La puerta de entrada estaba cerrada pero no le habían echado llave. Antes de meterse en la casa, Etchenike hizo un gesto con el brazo y le indicó a Sayago que diera la vuelta por el otro lado. El Negro se agazapó, pasó por debajo del nivel de las ventanas de las que salía ahora la versión de Un extraño en el Paraíso por Ray Coniff, y se perdió tras el otro ángulo del chalet.

Cuando lo vio desaparecer, Etchenike entró.

Por un instante recordó la noche, pocos días atrás, en que llegó al Club El Trinquete también atraído por las luces y la música de un disco que como éste había quedado olvidado, sonando solo en la noche.

Pero este living inmenso que remataba en una soberana chimenea de piedra con una cabeza de lobo marino sobre el hogar, nada tenía que ver con el desolado panorama del club de Playa Bonita.

Pisando la inmensa piel, probablemente del mismo lobo, que hacía de alfombra, Etchenike se arrimó hasta el equipo de música que parpadeaba de verde en un rincón romántico y silenció a Ray Coniff, que a esa altura andaba ya por Dígalo con música.

Quedó un momento en suspenso pero nadie salió a reclamarle por la interrupción del concierto. Descubrió sobre la mesa dos vasos de whisky y un cenicero repleto de cigarrillos aplastados. Tocó el vidrio: los vasos estaban tibios y el líquido aguado. Hacía rato que alguien los había empinado por última vez.

Atravesó el pasillo que comunicaba con los cuartos interiores y desde ahí pudo ver el dormitorio con su cama de dos plazas ordenada y vacía. Siguió avanzando y al final del pasillo, tras los cristales de la ventana que daba a los fondos, al otro lado del parque, vio el rostro demudado del Negro Sayago.

Primero no entendió. Luego, sí: le señalaba, desde afuera, el piso de la cocina.

Caminó los cinco pasos con la seguridad de lo que iba a encontrar. Y no le gustó tener razón, confirmar la idea. Una vez más, todo consistía en llegar a un lugar, mirar en el suelo y descubrir lo que quedaba de un hombre.

Abrió la puerta de la cocina para que entrara Sayago y luego se animó a observar con más atención.

Roberto Romero estaba caído de costado, irremediablemente muerto, entre la mesa y la puerta abierta de la heladera.
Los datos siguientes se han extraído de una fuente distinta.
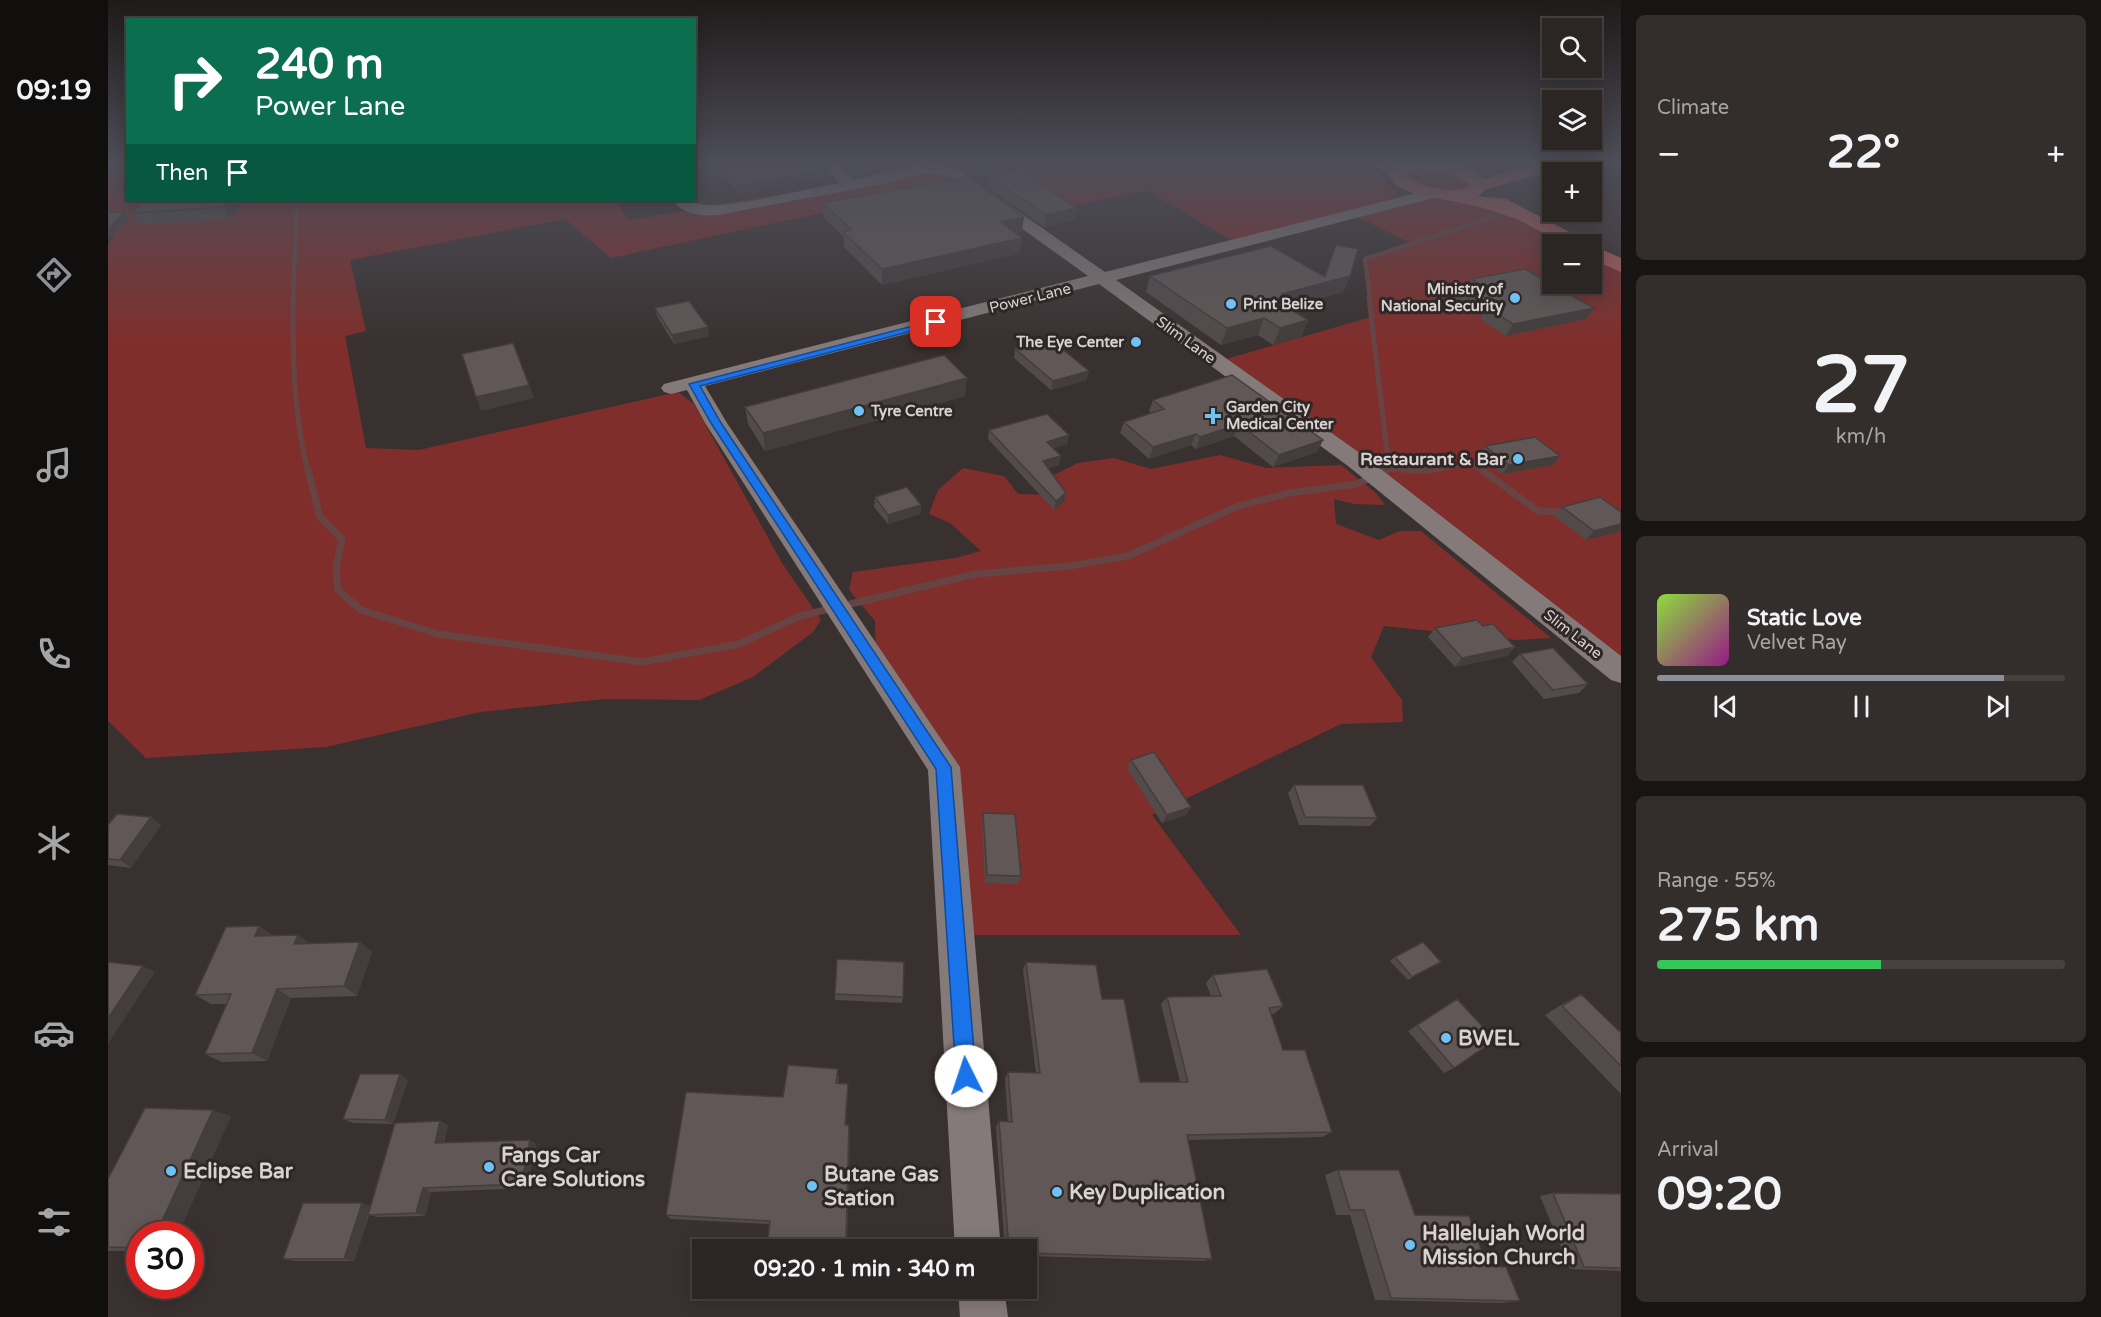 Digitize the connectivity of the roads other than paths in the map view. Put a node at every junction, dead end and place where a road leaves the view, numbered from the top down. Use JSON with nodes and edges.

La luz blanca que salía del refrigerador lo iluminaba, le daba reflejos vivos a la patética cabellera que así se veía más violácea. Los ojos, desmesuradamente abiertos, mostraban un hermoso color gris que Etchenike no había podido ver antes, cuando sólo había registrado su humedad huidiza o la opacidad de los anteojos negros.

Estaba vestido con la misma ropa que a la tarde, sólo que algunas prendas habían cambiado de lugar. El cinturón había sido sacado de sus ojales y retenía fuertemente las muñecas de Romero, juntas, a sus espaldas. Los pantalones y el calzoncillo habían sido bajados hasta las rodillas y se veían los muslos tostados y velludos, la blancura del culo recortada en un triángulo preciso que le dividía las nalgas en diagonal.

Una sustancia blanda y espesa fluía de la negra raya, manchaba los pantalones y el piso.

– Eso es mierda… Se cagó -dijo el Negro dando un paso atrás.

– No -dijo Etchenike-. Es dulce de leche: le llenaron el culo de dulce de leche… Y mirá la boca.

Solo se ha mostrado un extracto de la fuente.